Come è noto la giurisprudenza della Corte di Cassazione ha ritenuto, pressocchè costantemente, che l'illogicità della motivazione, censurabile a norma dell'articolo 606 c.p.p., comma 1, lettera e), è quella evidente, cioè di spessore tale da risultare percepibile ictu oculi, in quanto l'indagine di legittimità sul discorso giustificativo della decisione ha un orizzonte circoscritto, dovendo il sindacato demandato alla Corte di Cassazione limitarsi, per espressa volontà del legislatore, a riscontrare l'esistenza di un logico apparato argomentativo, senza possibilità di verifica della rispondenza della motivazione alle acquisizioni processuali" (Cass. 24.9.2003 n. 18; conformi, sempre a sezioni unite Cass. n. 12/2000; n. 24/1999; n. 6402/1997).

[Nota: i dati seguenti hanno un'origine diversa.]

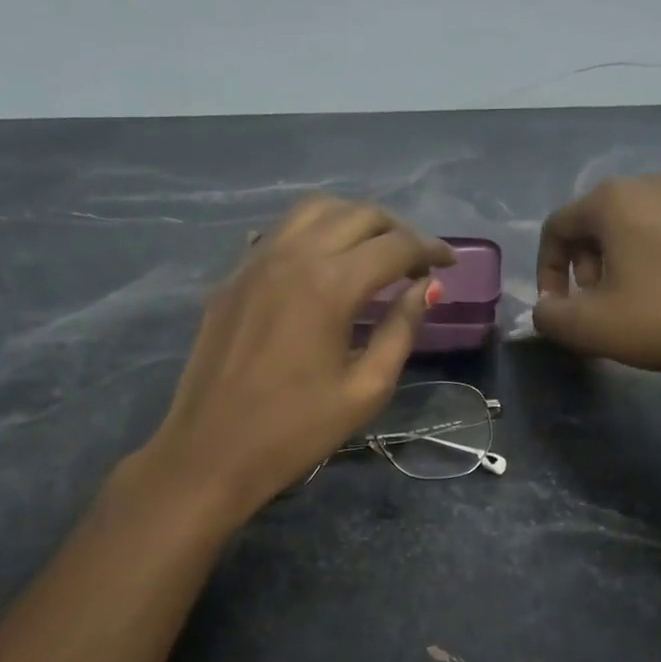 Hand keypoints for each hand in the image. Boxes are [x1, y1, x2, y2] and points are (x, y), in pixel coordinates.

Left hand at [138, 196, 453, 522]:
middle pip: (357, 214)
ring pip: (315, 210)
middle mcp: (293, 256)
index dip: (430, 249)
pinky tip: (324, 262)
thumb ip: (401, 330)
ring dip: (354, 220)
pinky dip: (314, 232)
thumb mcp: (366, 389)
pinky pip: (281, 232)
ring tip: (374, 251)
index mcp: (330, 285)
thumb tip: (425, 289)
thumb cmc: (296, 430)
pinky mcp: (233, 276)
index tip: (450, 263)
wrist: (211, 451)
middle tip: (416, 258)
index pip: (394, 246)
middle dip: (396, 229)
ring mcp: (256, 260)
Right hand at [534, 173, 660, 402]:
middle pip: (595, 224)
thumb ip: (548, 316)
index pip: (556, 228)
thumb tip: (546, 309)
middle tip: (595, 307)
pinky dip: (656, 261)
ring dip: (619, 265)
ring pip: (634, 229)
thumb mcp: (589, 327)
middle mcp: (651, 184)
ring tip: (632, 305)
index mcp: (612, 199)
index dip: (547, 272)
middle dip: (584, 268)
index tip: (558, 310)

Più specificamente "esula dai poteri della Corte di Cassazione quello di una rilettura degli elementi di fatto posti a fondamento della decisione, la cui valutazione è, in via esclusiva, riservata al giudice di merito, senza che possa integrare il vizio di legittimità, la mera prospettazione di una diversa, e per il ricorrente più adeguata, valutazione delle risultanze processuali" (Cass. sezioni unite 30.4.1997, Dessimone).

Il riferimento dell'articolo 606 c.p.p., lettera e) alla "mancanza o manifesta illogicità della motivazione, quando il vizio risulta dal testo del provvedimento impugnato" significa in modo assolutamente inequivocabile che in Cassazione non si svolge un terzo grado di merito, e che il sindacato di legittimità è limitato alla valutazione del testo impugnato.



D'altronde, la Corte di merito richiama le risultanze istruttorie in modo sufficientemente compiuto e logico richiamando, in particolare, le risultanze della espletata consulenza tecnica d'ufficio. In questa sede può solo ricordarsi che, anche a voler individuare in un motivo diverso dal carico fuori portata la causa dell'evento, il peso di gran lunga eccessivo è stato comunque concausa dell'evento stesso, e su tale evenienza, per quanto sopra detto, l'imputato avrebbe avuto l'obbligo di vigilare, essendo tale carico eccessivo strettamente legato alle esigenze della ditta appaltatrice di cui il Ma. era rappresentante.

Per quanto riguarda il sesto motivo relativo alla contestata assenza del M. dal cantiere, va considerato che l'imputato, come detto, era Capo cantiere e, in quanto tale era obbligato ad essere presente durante i lavori che si svolgevano nel cantiere stesso. Le considerazioni svolte dal ricorrente relative all'impossibilità concreta della continua presenza "giuridicamente rilevante", ed alla presenza virtuale, si riferisce evidentemente a figure apicali di ditte con vari cantieri operanti contemporaneamente, e non al capo cantiere, figura specifica dell'attuale ricorrente, e che è responsabile del singolo cantiere a cui è preposto.


Al rigetto del ricorso consegue la condanna del ricorrente al pagamento delle spese processuali, ed alla rifusione delle spese di giudizio in favore della costituita parte civile liquidate in dispositivo.



P.Q.M.


La Corte Suprema di Cassazione, quarta sezione penale, rigetta il ricorso e condanna il ricorrente al pagamento delle spese processuali oltre alla rifusione delle spese in favore delle parti civili che liquida in complessivi euro 2.800,00 oltre accessori come per legge.